_WHAT IS NEEDED:_ Transcribe the data exactly. Pictures stay out.

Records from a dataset
Content starts

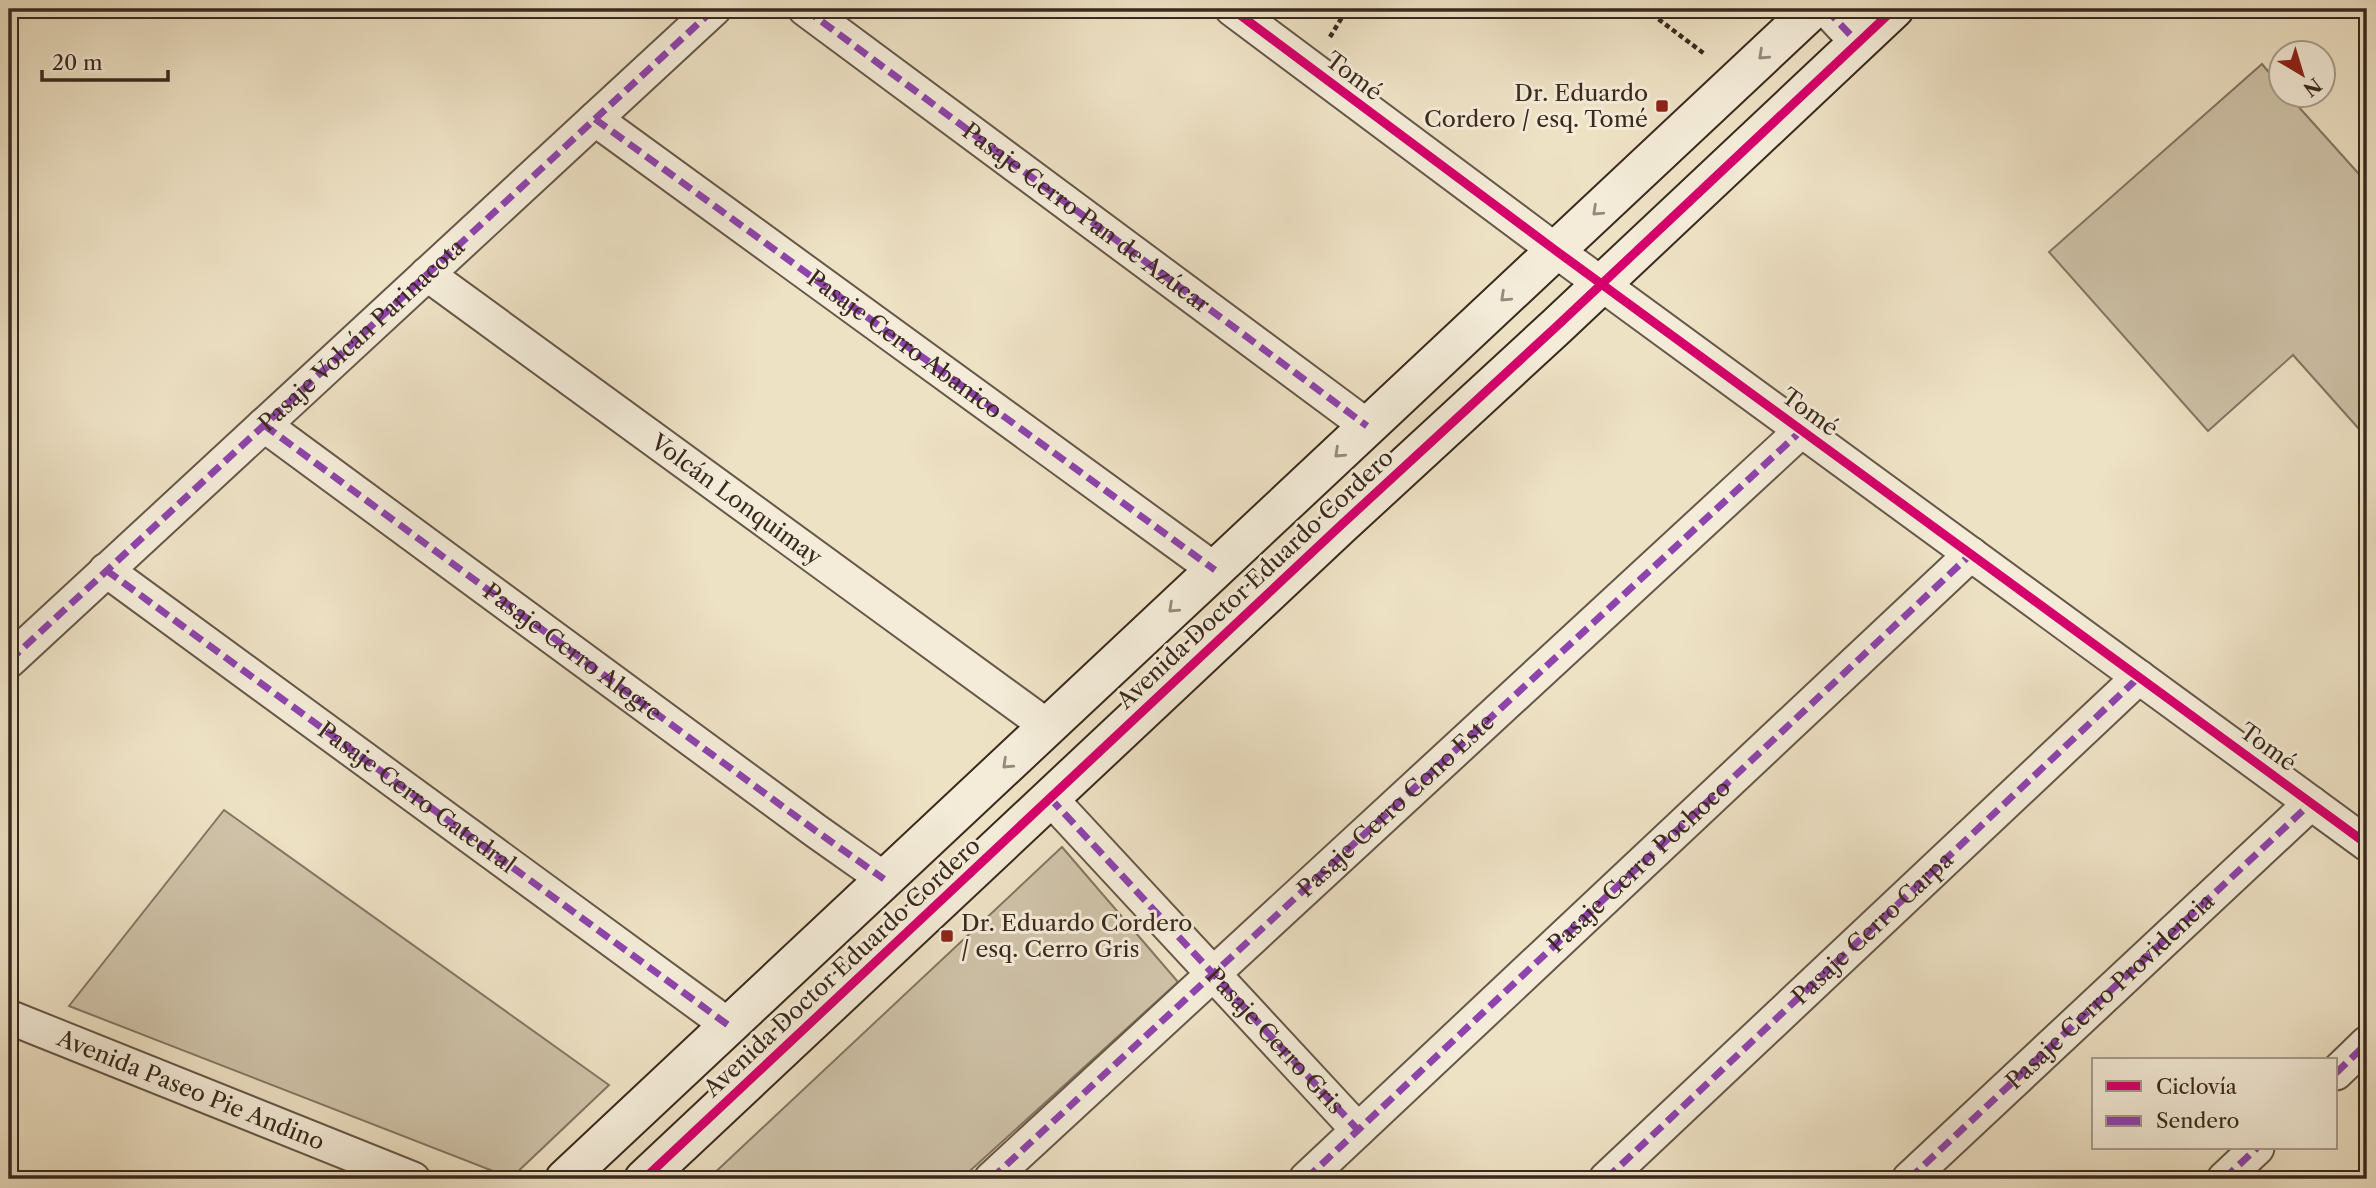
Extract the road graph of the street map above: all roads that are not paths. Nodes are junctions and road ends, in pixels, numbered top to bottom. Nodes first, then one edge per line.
1 (715, 9) edge
2 (806, 9) edge
3 (1232, 9) edge
4 (1813, 9) edge
5 (1826, 9) edge
6 (1894, 9) edge
7 (1858, 43) junction
8 (595, 119) junction
9 (1555, 250) junction
10 (427, 274) junction
11 (1602, 284) junction
12 (264, 425) junction
13 (1367, 426) junction
14 (1802, 430) junction
15 (1971, 554) junction
16 (107, 570) junction
17 (1215, 570) junction
18 (9, 661) edge
19 (2140, 677) junction
20 (1047, 726) junction
21 (1050, 798) junction
22 (2311, 803) junction
23 (2363, 833) edge
24 (884, 879) junction
25 (1214, 974) junction
26 (9, 1017) edge
27 (728, 1025) junction
28 (2367, 1043) edge
29 (2338, 1071) edge
30 (1358, 1130) junction
31 (2255, 1150) edge
32 (413, 1179) edge
33 (565, 1179) edge
34 (644, 1179) edge
35 (991, 1179) edge
36 (1306, 1179) edge
37 (1606, 1179) edge
38 (1909, 1179) edge
39 (2224, 1179) edge

1 - 8 street, Pasaje Volcán Parinacota
2 - 13 street, Pasaje Cerro Pan de Azúcar
3 - 9 street, Tomé
4 -> 9 street, Avenida Doctor Eduardo Cordero
5 - 7 street
6 - 7 street, Avenida Doctor Eduardo Cordero
7 - 11 street, Avenida Doctor Eduardo Cordero
8 - 10 street, Pasaje Volcán Parinacota
8 - 17 street, Pasaje Cerro Abanico
9 - 11 street, Tomé
9 -> 13 street, Avenida Doctor Eduardo Cordero
10 - 12 street, Pasaje Volcán Parinacota
10 - 20 street, Volcán Lonquimay
11 - 14 street, Tomé
11 - 21 street, Avenida Doctor Eduardo Cordero
12 - 16 street, Pasaje Volcán Parinacota
12 - 24 street, Pasaje Cerro Alegre
13 -> 17 street, Avenida Doctor Eduardo Cordero
14 - 15 street, Tomé
14 - 25 street, Pasaje Cerro Cono Este
15 - 19 street, Tomé
15 - 30 street, Pasaje Cerro Pochoco
16 - 18 street, Pasaje Volcán Parinacota
16 - 27 street, Pasaje Cerro Catedral
17 -> 20 street, Avenida Doctor Eduardo Cordero
19 - 22 street, Tomé
19 - 37 street, Pasaje Cerro Carpa
20 -> 24 street, Avenida Doctor Eduardo Cordero
21 - 25 street, Pasaje Cerro Gris
21 - 34 street, Avenida Doctor Eduardo Cordero
22 - 23 street, Tomé
22 - 38 street, Pasaje Cerro Providencia
24 - 27 street, Avenida Doctor Eduardo Cordero
25 - 30 street, Pasaje Cerro Gris
25 - 35 street, Pasaje Cerro Cono Este
26 - 32 street, Avenida Paseo Pie Andino
27 - 33 street, Avenida Doctor Eduardo Cordero
28 - 29 street
30 - 36 street, Pasaje Cerro Pochoco
31 - 39 street

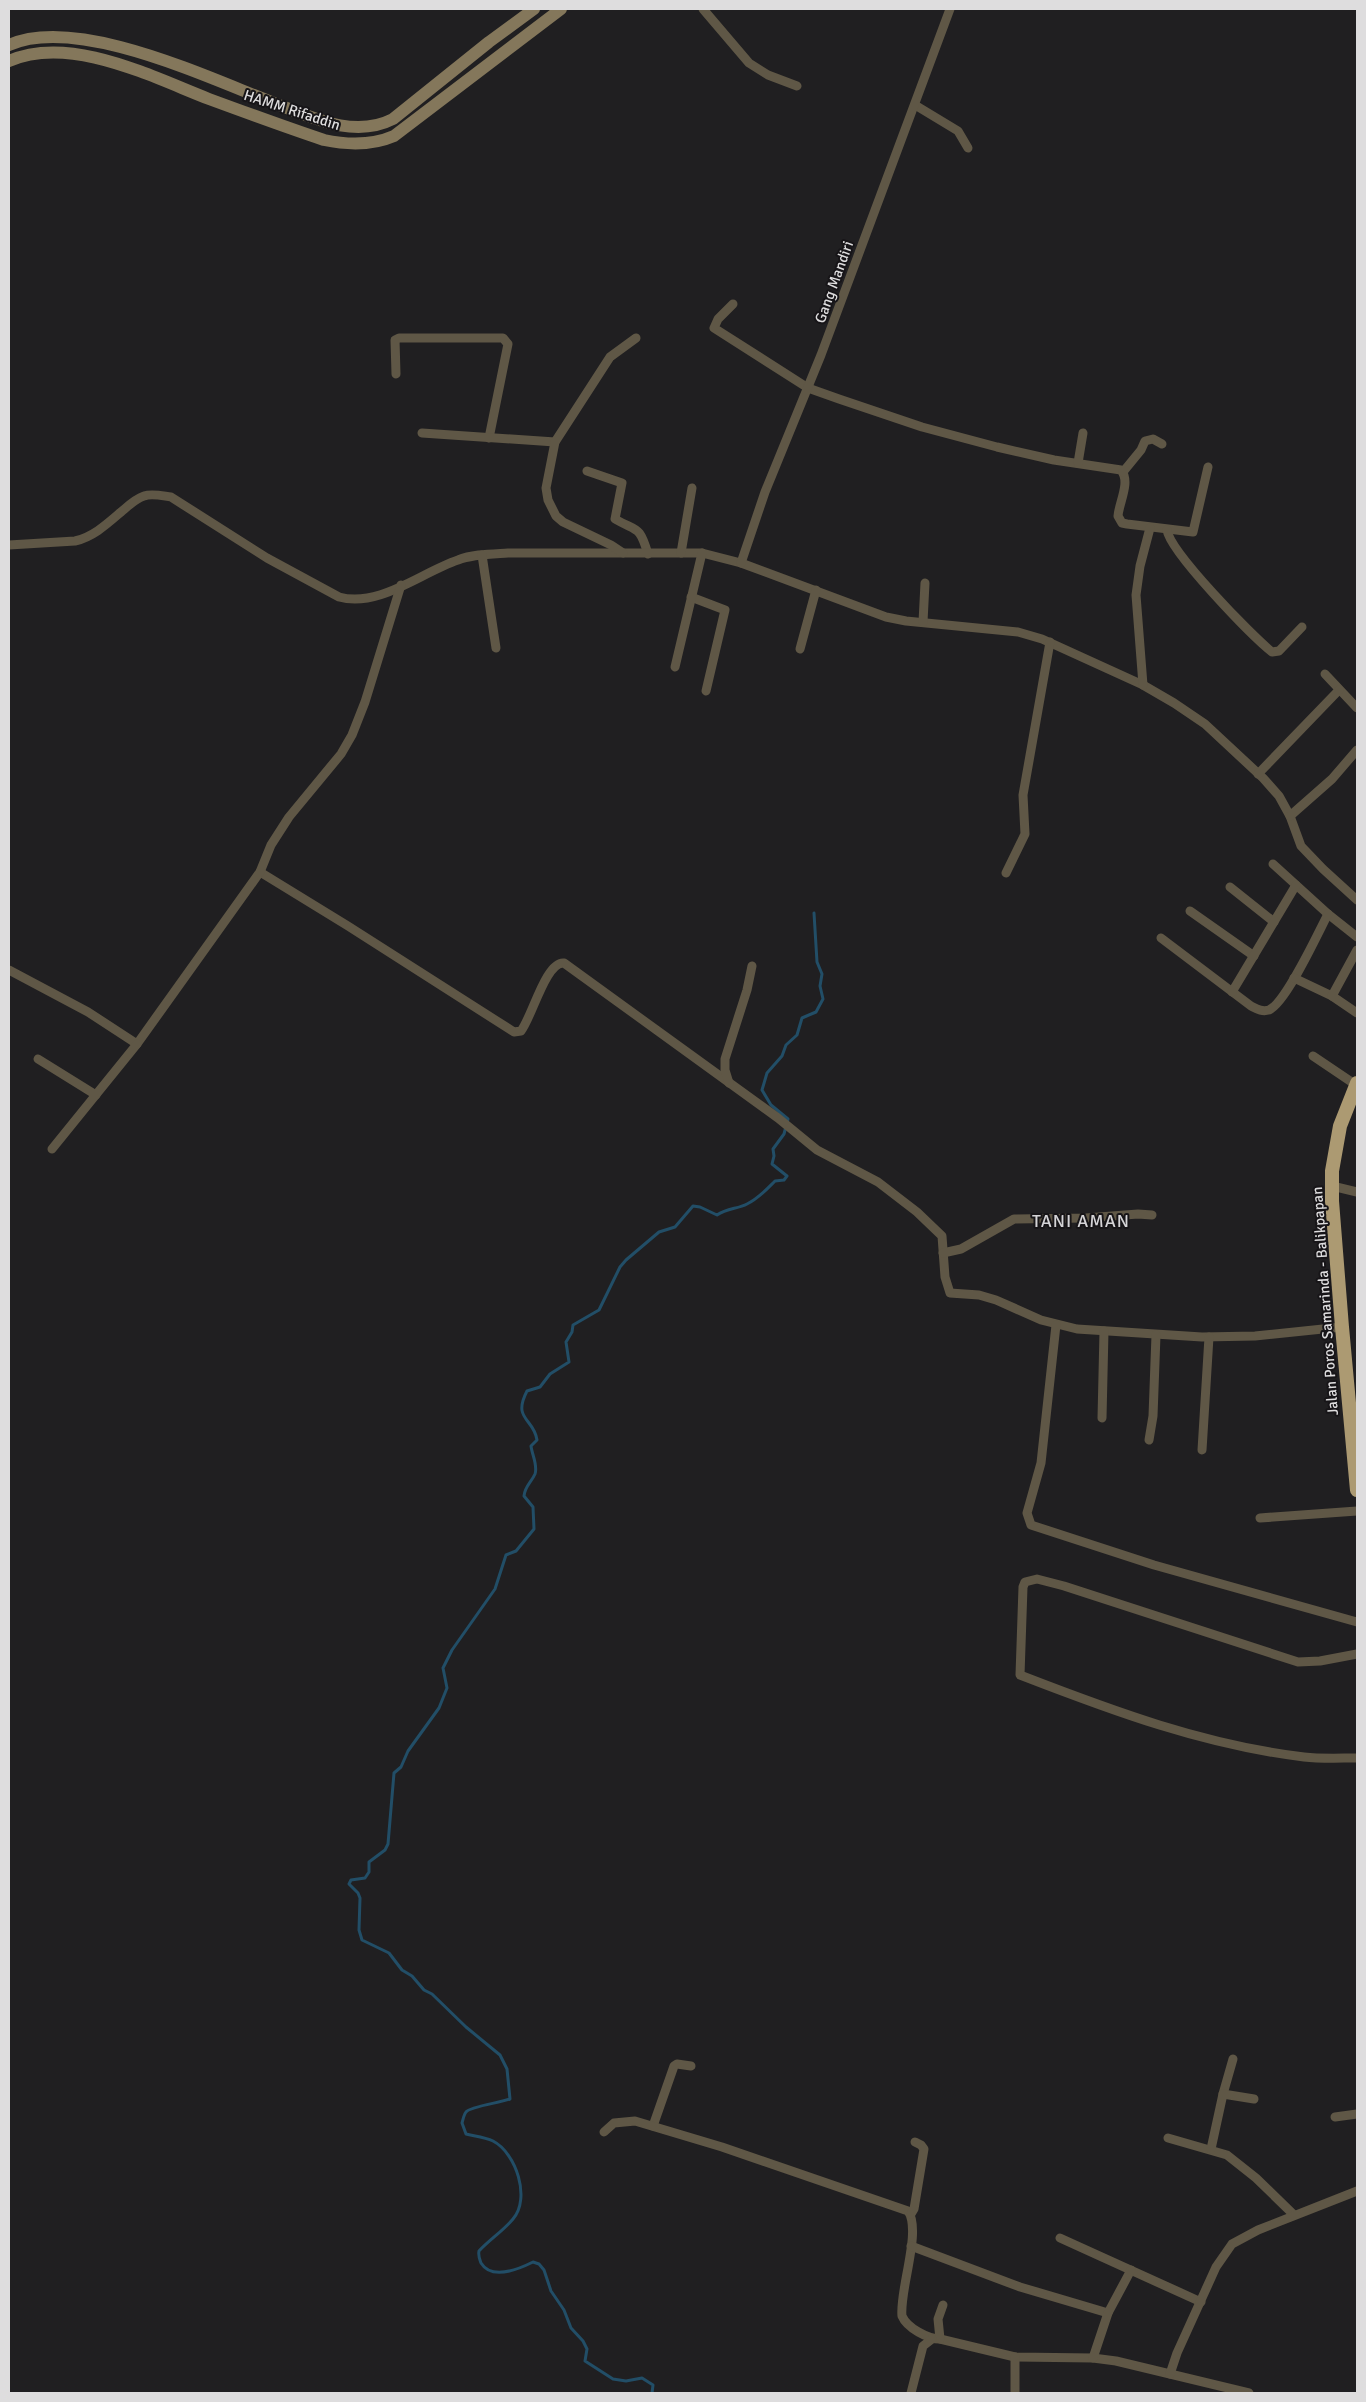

Content ends

_ANSWER TO THIS PROBLEM:_
Extract the road graph of the street map above: all roads that are not paths. Nodes are junctions and road ends, in pixels, numbered top to bottom. Nodes first, then one edge per line.
1 (715, 9) edge
2 (806, 9) edge
3 (1232, 9) edge
4 (1813, 9) edge
5 (1826, 9) edge
6 (1894, 9) edge
7 (1858, 43) junction
8 (595, 119) junction
9 (1555, 250) junction
10 (427, 274) junction
11 (1602, 284) junction
12 (264, 425) junction
13 (1367, 426) junction
14 (1802, 430) junction
15 (1971, 554) junction
16 (107, 570) junction
17 (1215, 570) junction
18 (9, 661) edge
19 (2140, 677) junction
20 (1047, 726) junction
21 (1050, 798) junction
22 (2311, 803) junction
23 (2363, 833) edge
24 (884, 879) junction
25 (1214, 974) junction
26 (9, 1017) edge
27 (728, 1025) junction
28 (2367, 1043) edge
29 (2338, 1071) edge
30 (1358, 1130) junction
31 (2255, 1150) edge
32 (413, 1179) edge
33 (565, 1179) edge
34 (644, 1179) edge
35 (991, 1179) edge
36 (1306, 1179) edge
37 (1606, 1179) edge
38 (1909, 1179) edge
39 (2224, 1179) edge

1 - 8 street, Pasaje Volcán Parinacota
2 - 13 street, Pasaje Cerro Pan de Azúcar
3 - 9 street, Tomé
4 -> 9 street, Avenida Doctor Eduardo Cordero
5 - 7 street
6 - 7 street, Avenida Doctor Eduardo Cordero
7 - 11 street, Avenida Doctor Eduardo Cordero
8 - 10 street, Pasaje Volcán Parinacota
8 - 17 street, Pasaje Cerro Abanico
9 - 11 street, Tomé
9 -> 13 street, Avenida Doctor Eduardo Cordero
10 - 12 street, Pasaje Volcán Parinacota
10 - 20 street, Volcán Lonquimay
11 - 14 street, Tomé
11 - 21 street, Avenida Doctor Eduardo Cordero
12 - 16 street, Pasaje Volcán Parinacota
12 - 24 street, Pasaje Cerro Alegre
13 -> 17 street, Avenida Doctor Eduardo Cordero
14 - 15 street, Tomé
14 - 25 street, Pasaje Cerro Cono Este
15 - 19 street, Tomé
15 - 30 street, Pasaje Cerro Pochoco
16 - 18 street, Pasaje Volcán Parinacota
16 - 27 street, Pasaje Cerro Catedral
17 -> 20 street, Avenida Doctor Eduardo Cordero
19 - 22 street, Tomé
19 - 37 street, Pasaje Cerro Carpa
20 -> 24 street, Avenida Doctor Eduardo Cordero
21 - 25 street, Pasaje Cerro Gris
21 - 34 street, Avenida Doctor Eduardo Cordero
22 - 23 street, Tomé
22 - 38 street, Pasaje Cerro Providencia
24 - 27 street, Avenida Doctor Eduardo Cordero
25 - 30 street, Pasaje Cerro Gris
25 - 35 street, Pasaje Cerro Cono Este
26 - 32 street, Avenida Paseo Pie Andino
27 - 33 street, Avenida Doctor Eduardo Cordero
28 - 29 street
30 - 36 street, Pasaje Cerro Pochoco
31 - 39 street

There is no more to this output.